Start of Dataset

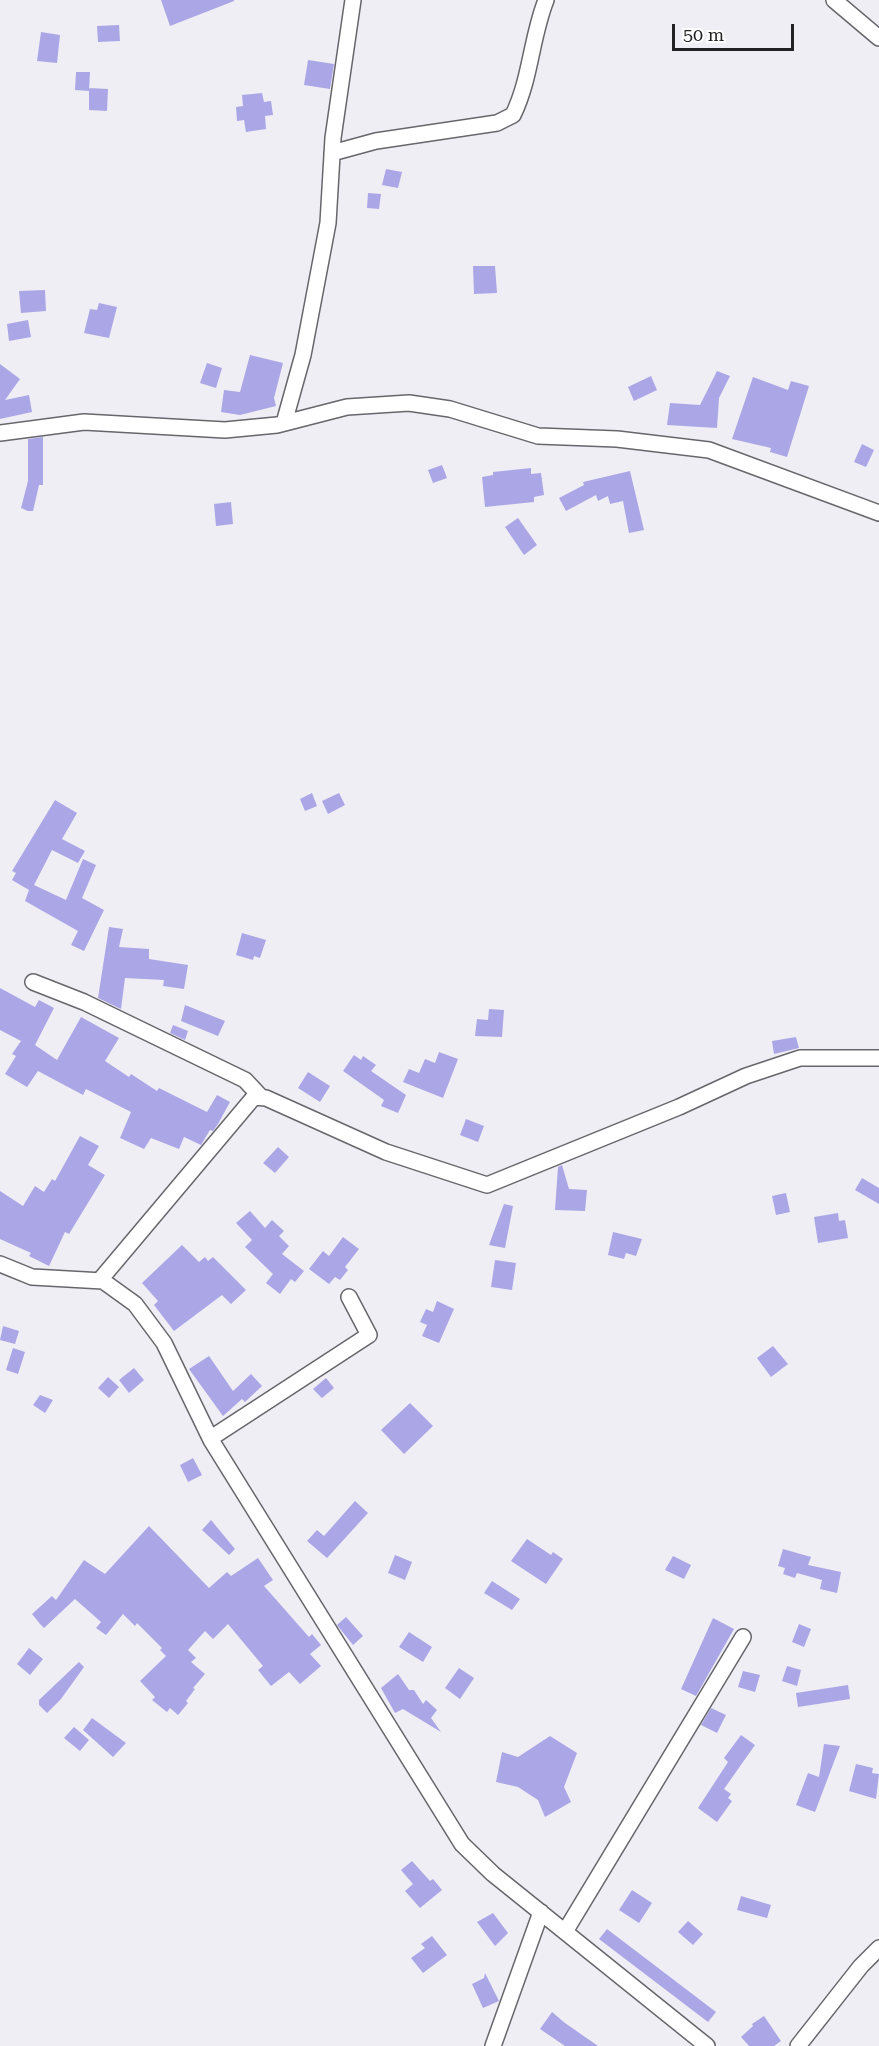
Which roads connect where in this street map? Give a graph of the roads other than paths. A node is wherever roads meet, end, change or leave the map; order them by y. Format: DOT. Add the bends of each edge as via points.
graph roads {
  1 [pos="353,0"];
  2 [pos="546,0"];
  3 [pos="834,0"];
  4 [pos="879,38"];
  5 [pos="332,153"];
  6 [pos="284,423"];
  7 [pos="0,433"];
  8 [pos="879,513"];
  9 [pos="33,982"];
  10 [pos="879,1058"];
  11 [pos="260,1096"];
  12 [pos="0,1264"];
  13 [pos="100,1280"];
  14 [pos="349,1297"];
  15 [pos="211,1438"];
  16 [pos="743,1637"];
  17 [pos="541,1912"];
  18 [pos="566,1930"];
  19 [pos="879,1948"];
  20 [pos="493,2046"];
  21 [pos="707,2046"];
  22 [pos="798,2046"];
  1 -- 5 [label="street"];
  2 -- 5 [label="street" via="538,21 525,91 513,116 497,123 376,141"];
  3 -- 4 [label="street"];
  5 -- 6 [label="street" via="326,234 303,355"];
  6 -- 7 [label="street" via="225,430 84,422"];
  6 -- 8 [label="street" via="376,403 450,409 538,436 617,439 709,450"];
  9 -- 11 [label="street" via="84,1002 245,1080"];
  10 -- 11 [label="street" via="800,1058 746,1076 487,1185 386,1152"];
  11 -- 13 [label="street" via="254,1097"];
  12 -- 13 [label="street" via="32,1277"];
  13 -- 15 [label="street" via="135,1304 164,1343"];
  14 -- 15 [label="street" via="369,1335"];
  15 -- 17 [label="street" via="462,1844"];
  16 -- 18 [label="street"];
  17 -- 18 [label="street"];
  17 -- 20 [label="street"];
  18 -- 21 [label="street"];
  19 -- 22 [label="street"];
}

End of Dataset

### Exercise brief
Your answer must be every record above, word for word, with no pictures.

### Worked solution
Which roads connect where in this street map? Give a graph of the roads other than paths. A node is wherever roads meet, end, change or leave the map; order them by y. Format: DOT. Add the bends of each edge as via points.
graph roads {
  1 [pos="353,0"];
  2 [pos="546,0"];
  3 [pos="834,0"];
  4 [pos="879,38"];
  5 [pos="332,153"];
  6 [pos="284,423"];
  7 [pos="0,433"];
  8 [pos="879,513"];
  9 [pos="33,982"];
  10 [pos="879,1058"];
  11 [pos="260,1096"];
  12 [pos="0,1264"];
  13 [pos="100,1280"];
  14 [pos="349,1297"];
  15 [pos="211,1438"];
  16 [pos="743,1637"];
  17 [pos="541,1912"];
  18 [pos="566,1930"];
  19 [pos="879,1948"];
  20 [pos="493,2046"];
  21 [pos="707,2046"];
  22 [pos="798,2046"];
  1 -- 5 [label="street"];
  2 -- 5 [label="street" via="538,21 525,91 513,116 497,123 376,141"];
  3 -- 4 [label="street"];
  5 -- 6 [label="street" via="326,234 303,355"];
  6 -- 7 [label="street" via="225,430 84,422"];
  6 -- 8 [label="street" via="376,403 450,409 538,436 617,439 709,450"];
  9 -- 11 [label="street" via="84,1002 245,1080"];
  10 -- 11 [label="street" via="800,1058 746,1076 487,1185 386,1152"];
  11 -- 13 [label="street" via="254,1097"];
  12 -- 13 [label="street" via="32,1277"];
  13 -- 15 [label="street" via="135,1304 164,1343"];
  14 -- 15 [label="street" via="369,1335"];
  15 -- 17 [label="street" via="462,1844"];
  16 -- 18 [label="street"];
  17 -- 18 [label="street"];
  17 -- 20 [label="street"];
  18 -- 21 [label="street"];
  19 -- 22 [label="street"];
}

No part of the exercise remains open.